I think you are finally learning that you are not on the playing fields of Eaton -- or wherever you went to school. But on the other hand, you must learn to fight with your mind, not your heart. You are losing it on this particular post. You did much better on the Guardian posting. Perhaps it was because you took the time to reflect on it? Write, put away for a day, read. It's amazing what you will see.

Now back to my fairy tales, in case any of you have been wondering. I went back to the real world of fiction, instead of the fictional world of reality.

Sep 10, 2010 at 8:39 PM | Unregistered CommenterDon Pablo de la Sierra

This is very funny and actually think you have got the tone just right.

Once again we have a critique of the book that seems to flail at air and come up with no real counter arguement.

Sep 10, 2010 at 10:44 PM | Unregistered CommenterJosh

The slips cordon is never out of the game when Bob is batting.

Sep 11, 2010 at 12:12 AM | Unregistered CommenterTony Hansen

I guess Bob Ward was forewarned by the Guardian and had this piece ready for pasting.

Sep 11, 2010 at 5:55 AM | Unregistered CommenterAntonyIndia

It will avail a serial-killer's defence team not a whit to point out all the people he hasn't murdered. If you will pardon my hyperbolic analogy.

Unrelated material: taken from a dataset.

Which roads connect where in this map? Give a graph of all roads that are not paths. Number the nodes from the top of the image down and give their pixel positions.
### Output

Sep 11, 2010 at 12:22 PM | Unregistered CommenterBob Layson

OK, after going back through the tit & tat of Bob Ward's attempt to disprove evidence of malfeasance by ignoring said evidence and remaining focused elsewhere (Haung), I think there may be another explanation for Ward's obsession worth investigating.

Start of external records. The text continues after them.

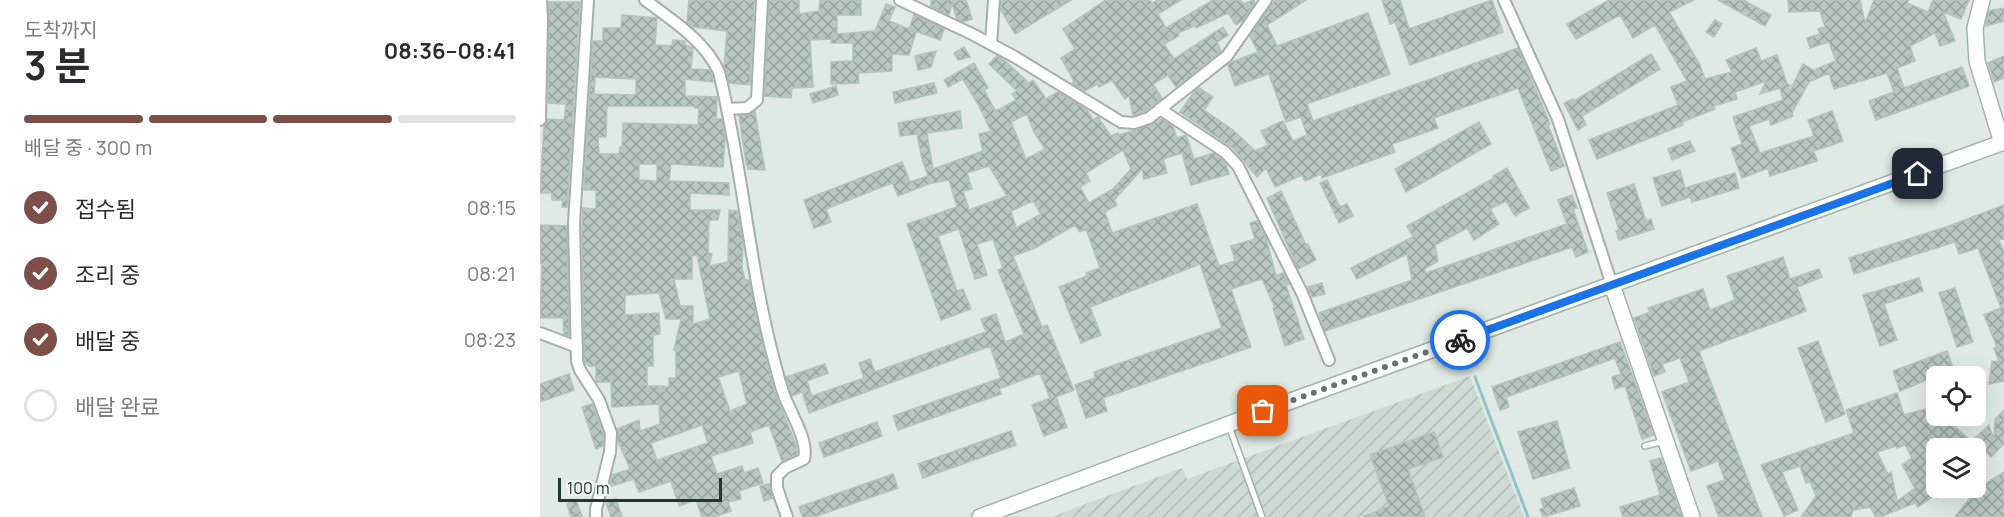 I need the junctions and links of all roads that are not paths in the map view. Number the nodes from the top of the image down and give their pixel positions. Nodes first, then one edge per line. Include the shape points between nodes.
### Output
1 (541, 0) edge
2 (588, 0) edge
3 (645, 0) edge
4 (762, 0) edge
5 (900, 0) edge
6 (994, 0) edge
7 (1266, 0) edge
8 (1504, 0) edge
9 (1982, 0) edge
10 (991, 44) junction
11 (727, 109) junction
12 (1160, 110) junction
13 (540, 120) edge
14 (2003, 142) edge
15 (1612, 285) junction
16 (540, 333) edge
17 (577, 347) junction
18 (1329, 360) dead end
19 (1228, 425) junction
20 (1665, 440) junction
21 (1645, 446) dead end
22 (596, 517) edge
23 (787, 517) edge
24 (980, 517) edge
25 (1262, 517) edge
26 (1692, 517) edge

1 - 13 street
2 - 17 street via 574,223
3 - 11 street via 711,57 719,72
4 - 11 street via 757,100 747,108
5 - 10 street
6 - 10 street
7 - 12 street via 1227,56
8 - 15 street via 1558,119
9 - 14 main road via 1975,28 1977,61
10 - 12 street via 1121,122 1134,123
11 - 23 street via 758,296 784,395 805,453 804,459 784,468 777,476
12 - 18 street via 1225,152 1247,179 1302,292
14 - 15 main road
15 - 19 main road
15 - 20 main road
16 - 17 street
17 - 22 street via 580,370 611,433
19 - 24 main road
19 - 25 lane
20 - 21 lane
20 - 26 main road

Maybe he so fixated on the Haung struggle because he knows those struggles WERE acts of journal bullying. Just because Monckton doesn't make the connection doesn't mean there was one.

Either way, Ward is barking up a useless tree.

Sep 11, 2010 at 7:19 PM | Unregistered CommenterAJStrata

AJ Strata

Monckton? Don't tell me you are mistaking me for the noble lord too?

Sep 11, 2010 at 7:34 PM | Registered CommenterBishop Hill

Maurizio has a link here
http://omniclimate.wordpress.com/2010/09/10/climate-change-denial-perverts-and-the-unconscious-obstacles-to-caring-for-the-planet/
to a conference of psychoanalysts on how to counter climate denialism. Guest “discussant” - you guessed - Bob “say-the-first-thing-that-comes-into-your-mind” Ward.

Sep 11, 2010 at 7:39 PM | Unregistered Commentergeoffchambers

geoffchambers

Did you notice the conference programme includes "1700 - Breakout Groups"? I expect some of the audience will start digging the escape tunnel long before then.

Sep 11, 2010 at 8:17 PM | Unregistered CommenterDreadnought

Geoff, Dreadnought, I find the topics up for discussion in the "Engaging with Climate Change" event rather intriguing. “Great Expectations: some psychic consequences of the discovery of personal ecological debt" for instance. Almost worth the price of admission, just to find out what on earth it means.

Sep 11, 2010 at 9:08 PM | Unregistered CommenterAlex Cull

Alex

Have you come across the postmodern essay generator?

http://www.elsewhere.org/pomo/

Jusi keep refreshing the page.

Sep 11, 2010 at 9:35 PM | Unregistered CommenterDreadnought

Dreadnought, that's a great link. Eerily brilliant.

Sep 11, 2010 at 10:33 PM | Unregistered CommenterAlex Cull

Geoff - "Engaging with Climate Change: Psychoanalytic Perspectives" looks an absolute must! I think the Bishop should drop them a line to see if they want a balancing voice for Bob W. It'd be a terrible wasted opportunity for advancement of knowledge if the event were dominated by unrecognised, unconscious templates brought by participants: Could the Bishop's presence be a therapeutic intervention reducing psychic consequences for all concerned?!

Sep 11, 2010 at 11:57 PM | Unregistered Commenternot banned yet

"Have you come across the postmodern essay generator?"

Fascinating -- But what does the peer reviewing? Perhaps I need to download an app for my computer to judge? And if that is the case, why doesn't the computer app simply read the article and not bother me?

All very confusing. Are humans superfluous? If they computers can write, peer review, read, and then judge the value of an article, what is left for us? Do we become mere flashlight batteries as suggested in "The Matrix"?

The really scary part is that some of the articles make more sense that the garbage written for "Nature". Or Bob Ward, for that matter.